La sua Ducati si è scontrata con un camper che procedeva in direzione opposta. L’impatto è stato devastante: la moto è stata colpita sul lato destro del veicolo e sbalzata a ovest della carreggiata.
“Ho cercato di evitarlo quando ho visto che aveva già invaso la mia corsia. Mi sono stretto un attimo. E l’ho preso sul lato”, racconta S. B., 43 anni, il conducente del camper di Cologno al Serio, ancora visibilmente scosso mentre ripercorre quei momenti. Accende una sigaretta e risponde alle domande dei carabinieri di Martinengo impegnati nei rilievi. “Sono sceso subito a soccorrere il ragazzo. Era immobile. È la prima volta che mi succede una cosa del genere, non sono preparato. È stata una questione di attimi”.
Yuri RavizzaA tentare di salvare Ravizza è stata Maria Antonietta, ex volontaria della Croce Rossa di Dalmine, che gli ha praticato il massaggio cardiaco per oltre mezz’ora. “Durante il massaggio non era cosciente – racconta – reagiva solo con qualche contraccolpo. Perdeva molto sangue”.

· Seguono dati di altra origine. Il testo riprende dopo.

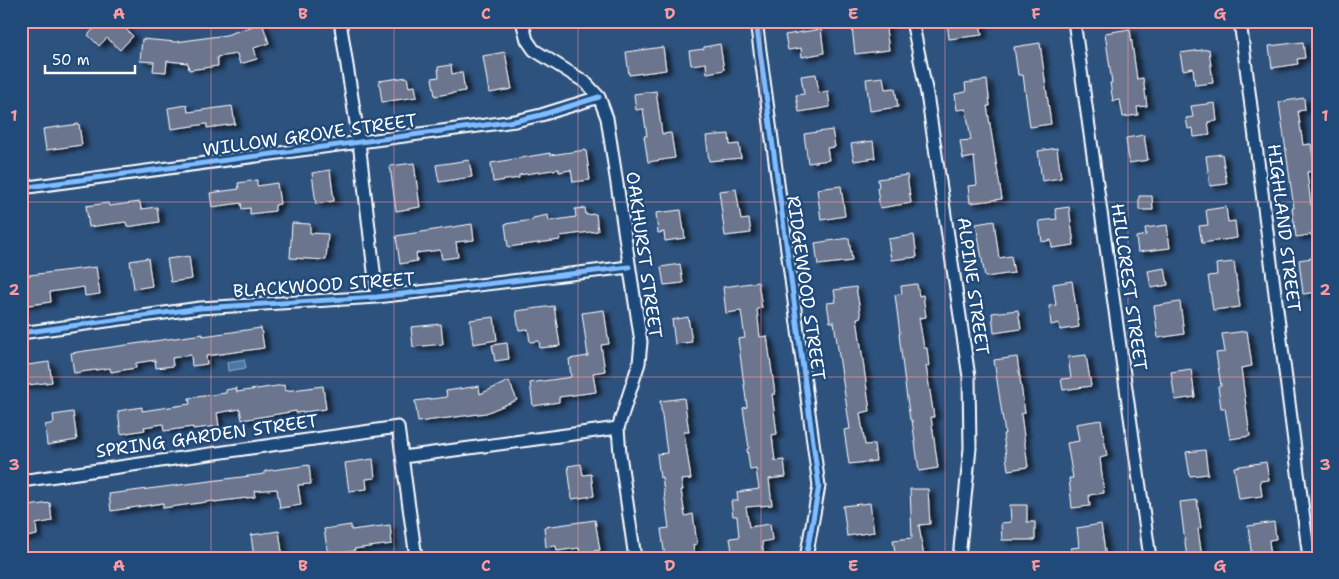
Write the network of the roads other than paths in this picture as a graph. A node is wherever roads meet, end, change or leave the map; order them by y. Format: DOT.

Trasportato d’urgenza al Papa Giovanni di Bergamo, il motociclista è morto poco dopo: le ferite riportate erano troppo gravi. I veicoli sono stati posti sotto sequestro, compreso il cellulare del conducente del camper.
Dai profili social di Ravizza emerge una forte passione per i motori, in particolar modo per le due ruote. La stessa passione che, ironia della sorte, se l’è portato via. La notizia della sua scomparsa ha fatto in poco tempo il giro del paese. Un fulmine a ciel sereno per gli amici e i conoscenti del 40enne che, ora, si stringono nel dolore attorno alla famiglia.
“Ho appena saputo di quanto accaduto e mi dispiace un sacco – afferma un conoscente -. Ricordo Yuri come un bravo ragazzo appassionato di moto e auto sportive. Me lo ricorderò sempre come una persona che apprezzava la vita in tutte le sue sfumature”.